I. Что такое культуральный флакон?
Культуральный флакон — это распространенный лабораторный инструмент, используемый для культивирования клеток. Он изготовлен из высококачественного полистирола (ПС) с использованием сверхточных форм и полностью автоматизированных производственных процессов. Изделие используется для лабораторного культивирования клеток; его превосходные оптические свойства облегчают микроскопическое наблюдение, а поверхность обработана ТС для лучшей адгезии клеток.

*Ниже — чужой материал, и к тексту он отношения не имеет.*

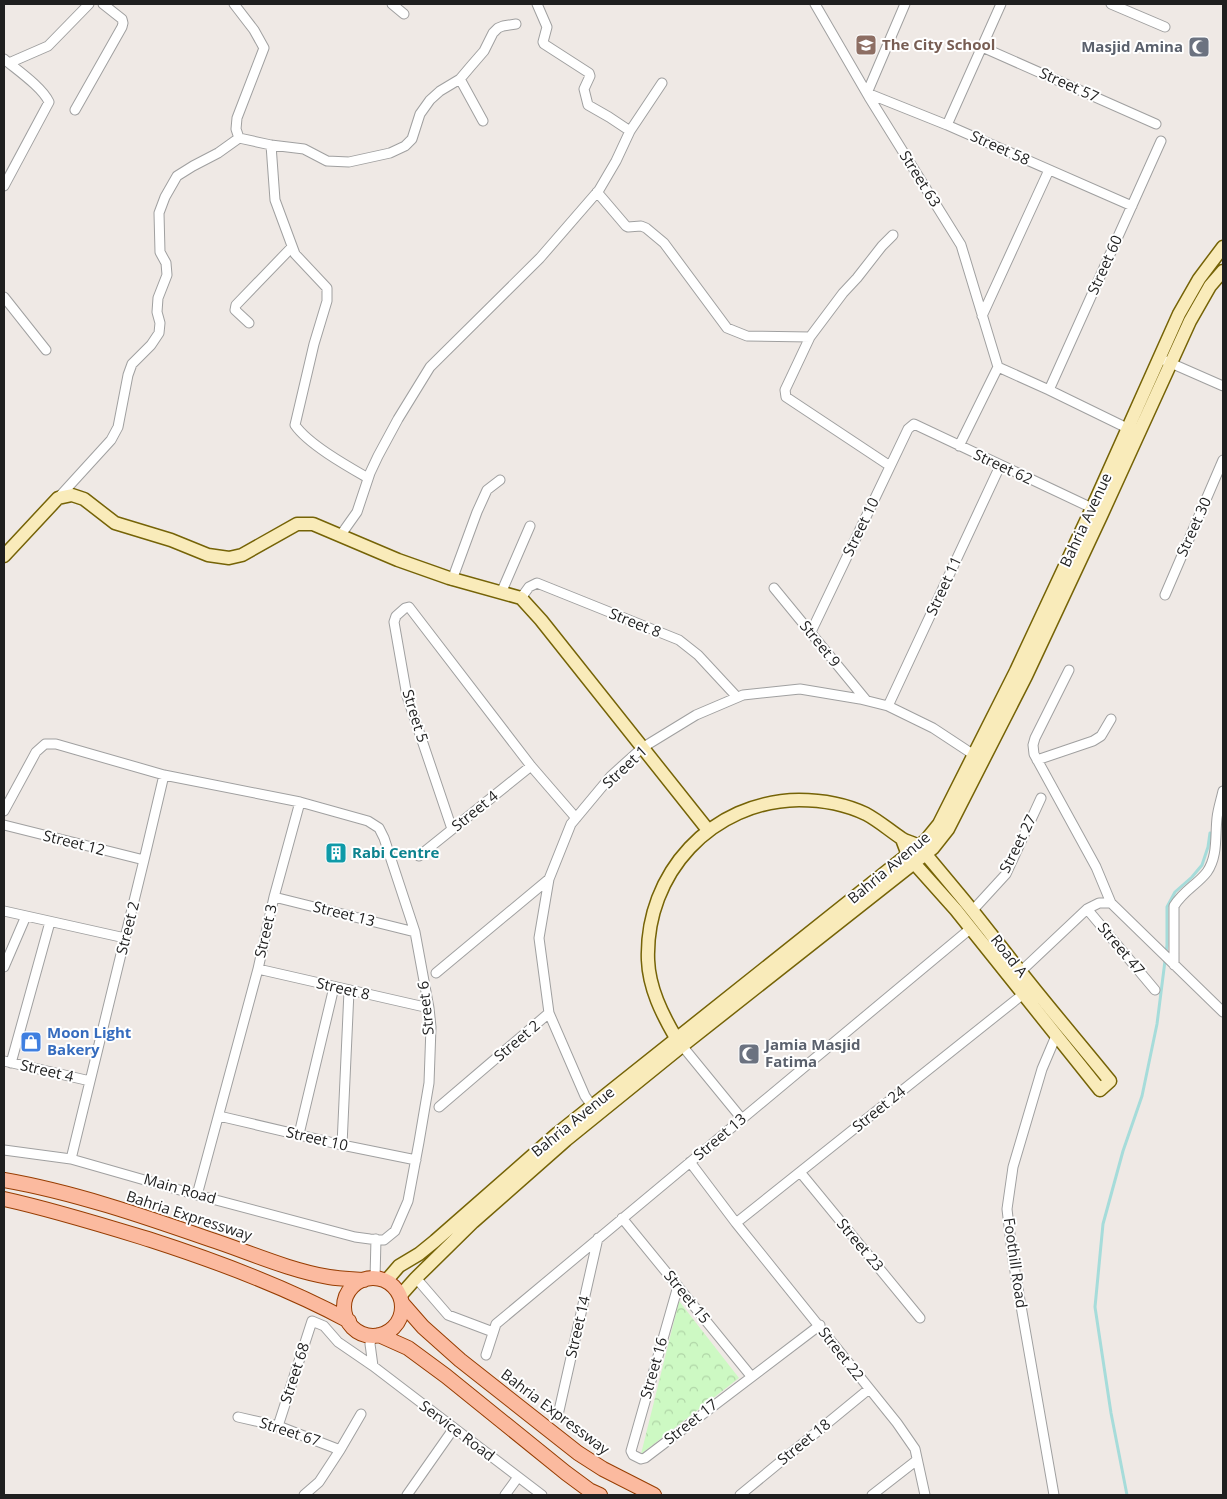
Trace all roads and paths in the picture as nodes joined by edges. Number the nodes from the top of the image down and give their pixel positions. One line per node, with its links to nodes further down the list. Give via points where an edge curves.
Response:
1 (89, 4): 14 (street, via 48,46)
2 (103, 4): 18 (street, via 122,19 122,27)
3 (234, 4): 23 (street, via 264,48 237,118)
4 (392, 4): 10 (street)
5 (537, 4): 22 (street, via 547,27 544,44 589,73 584,89 588,105)
6 (815, 4): 17 (street, Street 63)
7 (906, 4): 17 (street)
8 (1001, 4): 13 (street)
9 (1112, 4): 12 (street)
10 (404, 14)
11 (516, 24): 15 (street, via 498,28 484,51)
12 (1165, 27)
13 (982, 47): 20 (street); 21 (street, Street 57)
14 (6, 61): 27 (street, via 36,85 49,102)
15 (460, 79): 19 (street); 25 (street, via 430,100 420,114 412,140 390,153 349,162 327,162 304,149)
16 (662, 83): 22 (street)
17 (867, 93): 20 (street, Street 58); 35 (street, Street 63, via 961,245)
18 (75, 110)
19 (483, 121)
20 (947, 124): 26 (street, Street 58)
21 (1156, 124)
22 (630, 131): 28 (street)
23 (239, 138): 25 (street); 51 (street, via 177,176 165,197 159,213 160,252 166,263 167,275 158,298 159,333 152,345 132,364 118,427 111,440)
24 (1161, 141): 29 (street, Street 60)
25 (271, 146): 31 (street, via 275,200)
26 (1049, 170): 29 (street, Street 58); 35 (street)
27 (4, 186)
28 (597, 192): 37 (street, via 626,226 641,226 664,243 727,328 747,336); 49 (street, via 540,258 430,367)
29 (1132, 206): 42 (street, Street 60)
30 (893, 235): 37 (street)
31 (292, 247): 36 (street, via 236,305 235,310); 49 (street, via 327,288 327,301 295,426 311,442)
32 (1223, 247): 39 (street, Bahria Avenue, via 1178,314)
33 (1223, 271): 39 (street, Bahria Avenue, via 1210,286)
34 (4, 296): 38 (street)
35 (982, 316): 40 (street, Street 63)
36 (249, 323)
37 (810, 337): 47 (street, via 785,390 786,397)
38 (46, 350)
39 (1165, 361): 41 (street); 44 (street, Bahria Avenue); 82 (street, Bahria Avenue, via 1026,676 948,829)
40 (998, 367): 42 (street); 45 (street)
41 (1223, 386)
42 (1048, 390): 44 (street)
43 (914, 424): 45 (street, Street 62); 47 (street, Street 10, via 908,429)
44 (1127, 428): 52 (street, Bahria Avenue)
45 (959, 446): 48 (street, Street 62)
46 (1223, 460): 59 (street, Street 30)
47 (890, 466): 61 (street, Street 10)
48 (1000, 466): 52 (street, Street 62); 65 (street, Street 11)
49 (368, 478): 54 (street, via 357,512)
50 (500, 480): 56 (street, via 486,490)
51 (58, 498): 54 (street, via 72,495 84,499 116,523 208,555 229,558 242,555 297,524 313,524); 55 (street)
52 (1092, 508): 68 (street, Bahria Avenue)
53 (530, 526): 58 (street)
54 (340, 536): 56 (street)
55 (4, 556)
56 (452, 580): 58 (street)
57 (774, 588): 61 (street, Street 9)
58 (501, 593): 60 (street)
59 (1165, 595)
60 (521, 598): 63 (street, Street 8, via 529,587 537,583 679,640 698,655); 67 (street)
61 (810, 632): 64 (street, Street 9)
62 (1070, 670): 69 (street, via 1035,738 1033,745)
63 (737, 697): 64 (street, Street 1, via 800,689); 67 (street, Street 1, via 696,715)
64 (866, 700): 65 (street, Street 1)
65 (888, 706): 68 (street, Street 1, via 933,728)
66 (1110, 719): 69 (street, via 1101,736 1093,741)
67 (642, 748): 76 (street, Street 1, via 611,776); 79 (street)
68 (974, 755): 82 (street, Bahria Avenue)
69 (1037, 760): 88 (street, via 1096,867)
70 (531, 766): 76 (street); 78 (street, Street 4); 78 (street, Street 5, via 409,608 399,612 394,622 407,696)
71 (164, 775): 74 (street); 75 (street, via 56,744 44,744 36,752); 85 (street, Street 2)
72 (1223, 791): 80 (street, via 1217,816)
73 (1041, 798): 90 (street, Street 27, via 1006,874)
74 (300, 802): 87 (street, Street 3); 95 (street, Street 6, via 368,821 379,828)
75 (4, 811)
76 (576, 818): 86 (street, Street 1)
77 (4, 825): 85 (street, Street 12)
78 (452, 830): 83 (street, Street 4)
79 (708, 830): 81 (street, Road A, via 732,815 758,805 784,800 812,800 839,804 865,814); 110 (street, Road A, via 686,850 669,874 656,902 650,930 648,960 653,990 662,1015)
80 (1220, 836): 97 (street, via 1207,871 1174,906)
81 (902, 840): 82 (street, Road A); 84 (street, Road A)
82 (922, 850): 84 (street, Bahria Avenue); 90 (street, Road A)
83 (419, 856)
84 (911, 859): 94 (street, Road A); 110 (street, Bahria Avenue)
85 (144, 860): 96 (street, Street 2)
86 (549, 880): 100 (street); 108 (street, Street 1, via 539,938)
87 (274, 897): 95 (street, Street 13); 99 (street, Street 3)
88 (1112, 903): 89 (street, via 1099,903); 97 (street)
89 (1087, 909): 101 (street); 103 (street, Street 47)
90 (973, 910): 101 (street, Road A)
91 (4, 912): 92 (street)
92 (26, 916): 93 (street); 98 (street)
93 (50, 922): 96 (street); 111 (street)
94 (970, 929): 101 (street, Road A); 116 (street, Street 13)
95 (415, 932): 106 (street, Street 6)
96 (125, 938): 112 (street, Street 2)
97 (1172, 963): 107 (street)
98 (4, 967)
99 (258, 969): 102 (street, Street 8); 115 (street, Street 3)
100 (436, 973)
101 (1016, 976): 105 (street, Road A); 109 (street, Road A, via 1110,1081 1100,1090)
102 (334, 988): 104 (street, Street 8); 117 (street)
103 (1155, 990)
104 (349, 991): 106 (street, Street 8); 118 (street)
105 (1022, 995): 109 (street, Road A); 123 (street, Street 24)
106 (429, 1008): 121 (street, Street 6, via 429,1084)
107 (1223, 1012)
108 (549, 1013): 113 (street, Street 2); 114 (street, Street 1, via 584,1096)
109 (1056, 1036): 163 (street, Foothill Road, via 1042,1069 1013,1168 1007,1209)
110 (679, 1042): 114 (street, Bahria Avenue); 116 (street)
111 (7, 1062): 112 (street, Street 4)
112 (90, 1081): 120 (street, Street 2)
113 (439, 1107)
114 (595, 1110): 131 (street, Bahria Avenue); 132 (street, Bahria Avenue, via 558,1133 419,1254)
115 (218, 1116): 117 (street, Street 10); 125 (street, Street 3)
116 (742, 1119): 122 (street, Street 13)
117 (298, 1134): 118 (street, Street 10)
118 (342, 1145): 121 (street, Street 10)
119 (4, 1150): 120 (street, Main Road)
120 (70, 1159): 125 (street, Main Road)
121 (416, 1160): 130 (street, Street 6, via 408,1200 395,1231 384,1240)
122 (690, 1162): 127 (street, Street 13); 128 (street, Street 22)
123 (800, 1172): 128 (street, Street 24); 135 (street, Street 23)
124 (4, 1180): 132 (main road, Bahria Expressway, via 60,1192 300,1270 340,1279)
125 (197, 1194): 130 (street, Main Road)
126 (4, 1199): 137 (main road, via 55,1211 196,1254 292,1292)
127 (622, 1218): 129 (street, Street 13); 133 (street, Street 15)
128 (736, 1223): 138 (street, Street 22)
129 (598, 1238): 139 (street, Street 13, via 496,1324); 146 (street, Street 14)
130 (376, 1240): 132 (street)
131 (416, 1278): 134 (street, Bahria Avenue); 139 (street, via 448,1315)
132 (375, 1280): 134 (main road, via 394,1287); 137 (main road, via 355,1285 348,1292 345,1312)
133 (678, 1286): 143 (street, Street 15); 151 (street, Street 16)
134 (401, 1299): 140 (main road, via 402,1310 397,1323 386,1333); 159 (main road, Bahria Expressway, via 423,1327 460,1360 578,1454)
135 (920, 1318)
136 (312, 1321): 142 (street, Service Road, via 324,1326 338,1342); 148 (street, Street 68)
137 (348, 1321): 140 (main road, via 358,1332)
138 (820, 1325): 143 (street); 144 (street, Street 22)
139 (493, 1332): 141 (street, Street 13)
140 (375, 1335): 142 (street, via 370,1344); 158 (main road, via 408,1348 566,1473)
141 (486, 1355)
142 (373, 1366): 149 (street, Service Road)
143 (751, 1376): 151 (street, Street 17, via 645,1458 636,1457)
144 (869, 1389): 152 (street, Street 22, via 897,1423); 160 (street, Street 18)
145 (361, 1414): 150 (street)
146 (558, 1415)
147 (238, 1417): 148 (street, Street 67)
148 (278, 1426): 150 (street, Street 67)
149 (454, 1428): 153 (street, Service Road); 155 (street)
150 (340, 1450): 154 (street, via 319,1482)
151 (631, 1451)
152 (918, 1460): 161 (street); 162 (street, Street 22)
153 (518, 1477): 156 (street); 157 (street, Service Road)
154 (304, 1495)
155 (407, 1495)
156 (505, 1495)
157 (542, 1495)
158 (600, 1495)
159 (654, 1495)
160 (740, 1495)
161 (872, 1495)
162 (925, 1495)
163 (1054, 1495)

II. Внесение клеточной суспензии в культуральный флакон
1. Смешивание клеточной суспензии: Приготовьте клеточную суспензию в соответствии с требуемой экспериментальной концентрацией и тщательно перемешайте ее в культуральном флаконе, сосуде для культивирования или другой емкости.
2. Используя пипетку или пипетку Пастера, медленно и равномерно введите клеточную суспензию в культуральную колбу, избегая разбрызгивания или пенообразования. (Для многослойных культуральных колб особое внимание следует уделять равномерному распределению жидкости; наклон или вращение колбы помогут обеспечить равномерный поток жидкости в каждый слой.)
3. Осторожно поместите культуральную колбу на устойчивую рабочую поверхность, убедившись, что гладкая плоская сторона обращена вверх, а сторона с градиентом — вниз (конструкция, позволяющая штабелировать колбу, облегчает обращение с ней).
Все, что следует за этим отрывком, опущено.